Bruce Abbott (2014.03.20.0900 EDT)
RM: I agree that we can learn about the input functions that produce perceptions whether or not those perceptions are currently under control. But I must have missed your illustration of how this is done in psychophysical experiments…
BA: I guess you did miss it, so here it is again.
This procedure will do the job:
· Present tone at a given frequency and intensity
· Have participant raise finger if tone is detected, lower it if not
· Change to a new frequency and/or intensity
· Repeat
The participant controls a relationship between perceiving/not perceiving the tone and raising/not raising the finger.
The participant has no control over the presentation of the tone – onset time, duration, frequency and intensity are controlled by the audiologist.
Thus, the variable that the audiologist assesses (intensity threshold) is not the variable that the participant controls.
Presenting/not presenting the tone does potentially disturb the participant’s relationship perception, but so what? That’s a different perception from the one the audiologist is assessing. Clearly, in this case the behavioral illusion is irrelevant to the audiologist’s analysis.
RM: I agree.The behavioral illusion is irrelevant in this case but it’s not for the reason you give.
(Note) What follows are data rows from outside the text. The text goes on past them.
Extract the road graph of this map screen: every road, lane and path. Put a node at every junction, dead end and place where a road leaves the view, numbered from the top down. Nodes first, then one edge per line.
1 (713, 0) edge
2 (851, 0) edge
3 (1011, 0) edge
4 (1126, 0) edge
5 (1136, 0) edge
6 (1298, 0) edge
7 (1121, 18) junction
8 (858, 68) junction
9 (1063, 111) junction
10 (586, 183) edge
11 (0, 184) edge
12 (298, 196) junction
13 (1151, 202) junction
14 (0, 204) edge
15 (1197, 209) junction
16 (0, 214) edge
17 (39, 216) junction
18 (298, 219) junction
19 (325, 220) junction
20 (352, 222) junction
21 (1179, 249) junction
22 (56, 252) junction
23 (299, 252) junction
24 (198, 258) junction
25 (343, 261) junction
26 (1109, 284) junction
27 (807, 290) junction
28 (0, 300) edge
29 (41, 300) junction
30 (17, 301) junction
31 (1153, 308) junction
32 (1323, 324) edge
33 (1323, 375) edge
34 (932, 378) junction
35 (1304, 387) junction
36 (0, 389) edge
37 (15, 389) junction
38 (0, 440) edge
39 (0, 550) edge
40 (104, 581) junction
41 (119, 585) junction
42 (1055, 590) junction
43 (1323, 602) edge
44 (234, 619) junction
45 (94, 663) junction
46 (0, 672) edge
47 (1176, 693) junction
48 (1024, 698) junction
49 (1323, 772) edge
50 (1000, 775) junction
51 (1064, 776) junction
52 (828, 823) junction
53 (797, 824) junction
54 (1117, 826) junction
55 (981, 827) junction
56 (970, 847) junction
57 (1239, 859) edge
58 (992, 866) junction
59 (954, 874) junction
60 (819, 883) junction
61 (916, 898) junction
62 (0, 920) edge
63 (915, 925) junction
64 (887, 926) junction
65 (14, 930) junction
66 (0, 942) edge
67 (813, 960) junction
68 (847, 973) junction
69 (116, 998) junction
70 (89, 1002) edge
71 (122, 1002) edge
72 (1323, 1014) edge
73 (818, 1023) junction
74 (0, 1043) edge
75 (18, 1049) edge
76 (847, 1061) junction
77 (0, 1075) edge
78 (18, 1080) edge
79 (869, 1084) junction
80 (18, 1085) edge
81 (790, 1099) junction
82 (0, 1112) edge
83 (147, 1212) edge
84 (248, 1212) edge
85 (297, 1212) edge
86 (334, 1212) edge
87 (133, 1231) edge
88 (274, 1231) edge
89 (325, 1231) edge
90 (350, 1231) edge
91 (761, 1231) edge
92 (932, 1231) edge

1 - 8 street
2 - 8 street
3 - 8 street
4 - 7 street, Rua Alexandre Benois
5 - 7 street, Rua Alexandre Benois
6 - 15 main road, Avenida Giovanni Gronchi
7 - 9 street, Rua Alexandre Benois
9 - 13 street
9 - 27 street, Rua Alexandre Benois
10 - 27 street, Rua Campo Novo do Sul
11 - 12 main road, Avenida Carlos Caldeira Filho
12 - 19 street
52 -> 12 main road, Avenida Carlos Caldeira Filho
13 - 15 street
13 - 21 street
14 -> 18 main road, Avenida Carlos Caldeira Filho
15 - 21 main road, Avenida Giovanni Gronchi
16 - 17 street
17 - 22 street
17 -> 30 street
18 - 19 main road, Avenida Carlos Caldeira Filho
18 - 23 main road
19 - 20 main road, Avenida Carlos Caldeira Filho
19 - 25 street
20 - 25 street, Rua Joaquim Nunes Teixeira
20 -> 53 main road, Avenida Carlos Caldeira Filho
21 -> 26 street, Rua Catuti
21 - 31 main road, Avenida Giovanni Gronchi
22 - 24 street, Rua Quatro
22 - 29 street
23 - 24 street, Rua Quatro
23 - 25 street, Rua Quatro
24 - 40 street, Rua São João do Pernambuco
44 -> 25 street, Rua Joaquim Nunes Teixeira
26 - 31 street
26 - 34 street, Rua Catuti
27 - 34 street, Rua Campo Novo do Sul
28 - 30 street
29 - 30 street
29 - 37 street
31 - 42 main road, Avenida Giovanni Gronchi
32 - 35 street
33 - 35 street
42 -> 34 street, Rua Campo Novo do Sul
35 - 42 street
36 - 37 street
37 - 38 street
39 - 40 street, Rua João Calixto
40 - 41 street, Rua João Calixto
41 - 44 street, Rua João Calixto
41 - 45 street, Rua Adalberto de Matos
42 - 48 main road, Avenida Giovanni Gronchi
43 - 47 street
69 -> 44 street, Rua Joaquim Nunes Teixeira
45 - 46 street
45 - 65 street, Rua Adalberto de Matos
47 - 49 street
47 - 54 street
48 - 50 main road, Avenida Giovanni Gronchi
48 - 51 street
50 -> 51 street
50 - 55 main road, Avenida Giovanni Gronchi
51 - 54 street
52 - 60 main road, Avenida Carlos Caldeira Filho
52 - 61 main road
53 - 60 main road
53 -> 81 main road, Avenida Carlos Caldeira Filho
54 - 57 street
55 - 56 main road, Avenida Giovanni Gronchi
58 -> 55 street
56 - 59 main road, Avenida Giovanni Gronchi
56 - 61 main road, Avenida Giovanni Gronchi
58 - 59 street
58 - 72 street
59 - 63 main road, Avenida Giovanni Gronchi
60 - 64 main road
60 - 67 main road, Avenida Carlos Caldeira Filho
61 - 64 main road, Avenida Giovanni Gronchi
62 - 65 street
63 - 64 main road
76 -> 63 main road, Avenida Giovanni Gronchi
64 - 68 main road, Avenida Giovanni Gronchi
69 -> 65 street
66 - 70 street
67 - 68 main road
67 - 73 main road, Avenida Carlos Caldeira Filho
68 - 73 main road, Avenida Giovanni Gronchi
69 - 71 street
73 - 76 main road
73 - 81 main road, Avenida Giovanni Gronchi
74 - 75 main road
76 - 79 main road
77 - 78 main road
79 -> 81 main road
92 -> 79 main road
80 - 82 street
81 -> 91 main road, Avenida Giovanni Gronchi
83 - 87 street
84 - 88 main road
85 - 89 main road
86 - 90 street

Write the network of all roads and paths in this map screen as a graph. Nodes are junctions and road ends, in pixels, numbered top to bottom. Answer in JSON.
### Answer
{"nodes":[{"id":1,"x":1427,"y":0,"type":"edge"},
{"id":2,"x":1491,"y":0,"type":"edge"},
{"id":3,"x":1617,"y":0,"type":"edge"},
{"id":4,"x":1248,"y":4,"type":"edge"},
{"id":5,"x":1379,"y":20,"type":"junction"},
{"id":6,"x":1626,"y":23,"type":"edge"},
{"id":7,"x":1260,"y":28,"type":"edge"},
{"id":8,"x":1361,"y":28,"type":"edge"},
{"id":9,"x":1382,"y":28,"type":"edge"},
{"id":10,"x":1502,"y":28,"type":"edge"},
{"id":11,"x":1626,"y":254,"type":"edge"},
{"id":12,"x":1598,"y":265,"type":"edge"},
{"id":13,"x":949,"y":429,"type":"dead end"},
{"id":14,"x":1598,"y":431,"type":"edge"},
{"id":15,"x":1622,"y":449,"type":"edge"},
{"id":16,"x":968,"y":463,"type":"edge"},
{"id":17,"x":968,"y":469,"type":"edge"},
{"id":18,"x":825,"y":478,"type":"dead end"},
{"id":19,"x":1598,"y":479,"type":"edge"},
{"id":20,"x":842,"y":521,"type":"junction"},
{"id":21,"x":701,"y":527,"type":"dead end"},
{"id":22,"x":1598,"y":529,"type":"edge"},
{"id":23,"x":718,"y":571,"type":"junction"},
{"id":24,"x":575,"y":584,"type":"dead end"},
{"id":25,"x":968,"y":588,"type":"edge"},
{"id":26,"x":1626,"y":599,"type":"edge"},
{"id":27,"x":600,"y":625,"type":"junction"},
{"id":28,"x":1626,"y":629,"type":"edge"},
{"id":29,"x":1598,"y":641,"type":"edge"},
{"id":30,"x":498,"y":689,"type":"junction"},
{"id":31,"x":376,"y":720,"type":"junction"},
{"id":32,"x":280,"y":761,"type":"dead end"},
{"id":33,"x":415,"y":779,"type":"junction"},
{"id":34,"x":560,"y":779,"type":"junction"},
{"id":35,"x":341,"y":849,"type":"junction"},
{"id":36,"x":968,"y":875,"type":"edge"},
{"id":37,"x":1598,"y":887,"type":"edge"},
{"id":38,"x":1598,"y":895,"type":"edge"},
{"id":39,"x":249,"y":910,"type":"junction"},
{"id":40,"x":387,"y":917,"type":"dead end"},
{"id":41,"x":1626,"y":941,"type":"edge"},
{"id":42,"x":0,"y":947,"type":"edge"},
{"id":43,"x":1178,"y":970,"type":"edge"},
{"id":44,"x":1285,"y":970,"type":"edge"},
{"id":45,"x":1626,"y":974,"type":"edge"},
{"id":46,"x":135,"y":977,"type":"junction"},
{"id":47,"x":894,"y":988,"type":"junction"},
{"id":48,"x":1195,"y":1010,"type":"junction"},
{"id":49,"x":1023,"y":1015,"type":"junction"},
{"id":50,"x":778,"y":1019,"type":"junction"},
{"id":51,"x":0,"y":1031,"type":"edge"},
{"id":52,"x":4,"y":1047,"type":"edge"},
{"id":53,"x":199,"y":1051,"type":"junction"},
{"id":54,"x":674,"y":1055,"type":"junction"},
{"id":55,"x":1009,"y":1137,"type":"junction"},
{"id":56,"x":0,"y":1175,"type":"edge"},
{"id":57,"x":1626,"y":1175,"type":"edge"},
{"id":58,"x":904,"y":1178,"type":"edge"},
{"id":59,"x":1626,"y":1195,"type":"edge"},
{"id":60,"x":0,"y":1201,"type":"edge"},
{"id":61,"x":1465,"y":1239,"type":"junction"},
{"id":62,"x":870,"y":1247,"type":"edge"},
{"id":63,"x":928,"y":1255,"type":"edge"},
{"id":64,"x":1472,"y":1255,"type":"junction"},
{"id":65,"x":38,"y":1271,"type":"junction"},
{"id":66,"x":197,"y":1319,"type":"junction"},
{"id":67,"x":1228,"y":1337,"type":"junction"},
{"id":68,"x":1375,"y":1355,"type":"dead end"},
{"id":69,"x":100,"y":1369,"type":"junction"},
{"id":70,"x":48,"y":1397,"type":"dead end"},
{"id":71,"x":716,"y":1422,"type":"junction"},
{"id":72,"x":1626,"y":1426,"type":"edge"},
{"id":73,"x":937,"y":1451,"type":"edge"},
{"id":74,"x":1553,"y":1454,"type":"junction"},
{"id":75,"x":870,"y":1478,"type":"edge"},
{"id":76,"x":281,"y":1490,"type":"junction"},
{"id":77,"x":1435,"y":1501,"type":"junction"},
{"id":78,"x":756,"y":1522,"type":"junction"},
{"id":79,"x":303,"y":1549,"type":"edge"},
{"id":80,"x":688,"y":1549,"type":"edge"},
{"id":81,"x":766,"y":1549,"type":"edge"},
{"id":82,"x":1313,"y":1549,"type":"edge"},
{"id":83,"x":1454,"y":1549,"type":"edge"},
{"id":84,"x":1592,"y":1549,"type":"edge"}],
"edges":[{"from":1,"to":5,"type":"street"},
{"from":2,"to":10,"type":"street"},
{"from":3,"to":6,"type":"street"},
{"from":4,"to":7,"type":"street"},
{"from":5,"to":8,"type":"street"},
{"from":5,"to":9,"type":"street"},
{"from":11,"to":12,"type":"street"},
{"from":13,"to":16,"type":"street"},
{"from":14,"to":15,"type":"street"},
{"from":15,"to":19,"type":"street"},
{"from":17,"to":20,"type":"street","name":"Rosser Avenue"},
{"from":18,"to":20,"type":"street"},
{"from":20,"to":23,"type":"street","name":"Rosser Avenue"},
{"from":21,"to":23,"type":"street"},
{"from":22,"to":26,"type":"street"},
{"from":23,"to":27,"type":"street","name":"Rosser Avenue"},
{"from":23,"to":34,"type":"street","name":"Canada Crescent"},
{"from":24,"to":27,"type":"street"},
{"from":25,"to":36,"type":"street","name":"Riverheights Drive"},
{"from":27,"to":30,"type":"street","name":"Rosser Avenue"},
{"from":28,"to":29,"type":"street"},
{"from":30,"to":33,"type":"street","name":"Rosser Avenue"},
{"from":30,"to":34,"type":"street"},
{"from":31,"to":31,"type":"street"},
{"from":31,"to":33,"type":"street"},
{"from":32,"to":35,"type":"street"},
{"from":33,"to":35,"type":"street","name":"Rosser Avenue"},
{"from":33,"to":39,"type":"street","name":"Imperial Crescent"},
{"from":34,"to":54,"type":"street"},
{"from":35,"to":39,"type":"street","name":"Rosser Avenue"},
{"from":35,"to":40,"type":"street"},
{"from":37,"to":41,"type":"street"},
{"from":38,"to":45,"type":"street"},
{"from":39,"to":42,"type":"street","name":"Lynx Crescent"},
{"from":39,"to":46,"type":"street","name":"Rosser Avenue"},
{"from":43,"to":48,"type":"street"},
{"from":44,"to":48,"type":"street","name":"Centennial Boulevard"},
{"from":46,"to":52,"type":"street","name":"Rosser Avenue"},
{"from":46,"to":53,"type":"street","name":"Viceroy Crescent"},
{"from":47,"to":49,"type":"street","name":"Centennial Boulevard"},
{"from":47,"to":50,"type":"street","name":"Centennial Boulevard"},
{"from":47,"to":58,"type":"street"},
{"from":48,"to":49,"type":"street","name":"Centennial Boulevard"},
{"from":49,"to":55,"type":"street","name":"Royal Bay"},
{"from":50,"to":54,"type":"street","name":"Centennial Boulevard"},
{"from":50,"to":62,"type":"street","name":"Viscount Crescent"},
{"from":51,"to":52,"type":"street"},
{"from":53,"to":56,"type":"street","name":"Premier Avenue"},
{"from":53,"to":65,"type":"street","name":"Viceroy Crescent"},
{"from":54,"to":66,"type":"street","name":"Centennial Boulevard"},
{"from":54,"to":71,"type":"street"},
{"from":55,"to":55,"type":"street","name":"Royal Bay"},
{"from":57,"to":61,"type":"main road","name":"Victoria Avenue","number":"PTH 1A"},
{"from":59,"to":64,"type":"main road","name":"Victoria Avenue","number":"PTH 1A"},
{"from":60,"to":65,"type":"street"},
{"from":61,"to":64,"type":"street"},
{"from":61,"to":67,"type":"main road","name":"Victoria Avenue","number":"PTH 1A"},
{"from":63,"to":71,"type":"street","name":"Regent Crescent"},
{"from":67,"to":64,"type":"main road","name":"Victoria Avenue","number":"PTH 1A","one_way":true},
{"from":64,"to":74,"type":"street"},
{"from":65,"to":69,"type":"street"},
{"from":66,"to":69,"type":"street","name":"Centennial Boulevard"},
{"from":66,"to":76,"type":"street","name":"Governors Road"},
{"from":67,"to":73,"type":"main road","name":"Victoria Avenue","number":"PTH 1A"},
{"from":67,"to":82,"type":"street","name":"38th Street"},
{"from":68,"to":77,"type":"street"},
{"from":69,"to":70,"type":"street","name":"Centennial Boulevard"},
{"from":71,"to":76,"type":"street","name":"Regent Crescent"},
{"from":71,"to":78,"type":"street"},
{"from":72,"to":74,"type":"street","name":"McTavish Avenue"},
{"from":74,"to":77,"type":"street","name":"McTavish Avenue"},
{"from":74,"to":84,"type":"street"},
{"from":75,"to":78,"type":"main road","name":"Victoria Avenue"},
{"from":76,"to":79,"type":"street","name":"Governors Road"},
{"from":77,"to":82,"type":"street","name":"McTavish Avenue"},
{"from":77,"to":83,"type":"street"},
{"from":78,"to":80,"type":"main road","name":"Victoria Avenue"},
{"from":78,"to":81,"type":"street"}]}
Remember that the behavioral illusion occurs when an independent variable is a disturbance to a controlled variable and the dependent variable is the output that compensates for that disturbance. In the case of threshold measurement the independent variable is stimulus intensity and that is apparently a disturbance to the perception of the relationship between the perception of stimulus presence and the output that compensates for that disturbance, which is finger position in your example. But the dependent variable in this approach to threshold measurement is not finger position. Rather, it’s a measure of how well the person controls the relationship between stimulus intensity and finger position. This measure of control is either presented in terms of the proportion correct responses over trials (positive responses when the stimulus was actually present) or the more sophisticated d’ measure, which takes false alarms (positive responses when no stimulus was present) into account.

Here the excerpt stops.